Song Kang-ho est un peu le Lino Ventura coréen. Ce qui veut dire qu'il est bon tout le temps et que, même si le film n'est pas terrible, il restera toujours le plaisir de le regarder lui.
"Morsures" fait partie des films les moins bons de Song. Il n'est pas mauvais non plus, mais il est loin d'être à la hauteur du talent de son acteur principal. Ma note tient donc compte de la présence de Song. Sans lui, je n'aurais pas mis plus que 5/10.
L'intrigue est compliquée et accumule les personnages. J'avoue que j'ai perdu un peu le fil, mais j'ai réussi à retomber sur mes pattes vers la fin.
L'histoire mêle combats de chien, prostitution enfantine et trafic de drogue. S'y ajoute l'intrigue
un peu invraisemblable du chien dressé pour venger son maître et sa fille.

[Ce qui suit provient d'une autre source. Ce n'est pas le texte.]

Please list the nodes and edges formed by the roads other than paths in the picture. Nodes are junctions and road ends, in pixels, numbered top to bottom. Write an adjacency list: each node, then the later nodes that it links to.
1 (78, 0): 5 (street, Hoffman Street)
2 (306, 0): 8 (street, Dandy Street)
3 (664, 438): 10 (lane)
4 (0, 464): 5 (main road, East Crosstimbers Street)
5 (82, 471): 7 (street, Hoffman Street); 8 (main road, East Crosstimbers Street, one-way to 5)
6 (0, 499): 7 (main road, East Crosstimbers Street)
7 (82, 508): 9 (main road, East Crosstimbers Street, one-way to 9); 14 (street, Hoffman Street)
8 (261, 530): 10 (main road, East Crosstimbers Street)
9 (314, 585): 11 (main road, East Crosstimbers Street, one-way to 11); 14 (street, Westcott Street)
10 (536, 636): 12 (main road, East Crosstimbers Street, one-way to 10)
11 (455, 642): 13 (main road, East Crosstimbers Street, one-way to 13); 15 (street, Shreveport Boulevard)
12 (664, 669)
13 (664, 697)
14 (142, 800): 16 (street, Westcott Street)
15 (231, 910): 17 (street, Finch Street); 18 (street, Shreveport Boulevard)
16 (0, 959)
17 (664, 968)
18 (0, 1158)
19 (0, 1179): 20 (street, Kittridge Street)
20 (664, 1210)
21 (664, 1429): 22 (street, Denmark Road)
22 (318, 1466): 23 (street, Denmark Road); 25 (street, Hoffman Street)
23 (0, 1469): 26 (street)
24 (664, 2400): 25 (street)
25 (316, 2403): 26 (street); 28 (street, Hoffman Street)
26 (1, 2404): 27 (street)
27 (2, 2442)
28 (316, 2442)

Ça donne un fourre-tout bien glauque et très chargé.
Le film accumule les scènes de misogynie et d'humiliation de la part des inspecteurs de police envers la jeune inspectrice nouvellement nommée. Elles sont particulièrement pénibles, d'autant plus que la jeune femme les subit sans broncher et même avec un air contrit. Elle baisse la tête et ne se rebelle jamais, même quand elle est transférée sans raison. La cerise sur le gâteau, c'est que c'est grâce à elle que l'enquête est résolue. Mais ce sont ses collègues masculins qui récoltent les lauriers et sont récompensés par des promotions. La jeune femme gardera sa docilité et sa douceur et s'effacera avec grâce. Elle n'en veut même pas à son partenaire nouvellement promu grâce à elle. Il est vrai qu'il a l'air un peu moins con que les autres et qu'il semble avoir un peu évolué "misogyniquement" parlant.
Song Kang-ho, flic bourru et misogyne (comme ses collègues), est comme d'habitude crédible, charismatique et expressif. En comparaison, sa jeune partenaire est terne et transparente, arborant un visage neutre pendant tout le film. Son allure frêle de mannequin filiforme ne la rend pas crédible en flic, surtout dans les scènes d'intervention musclées.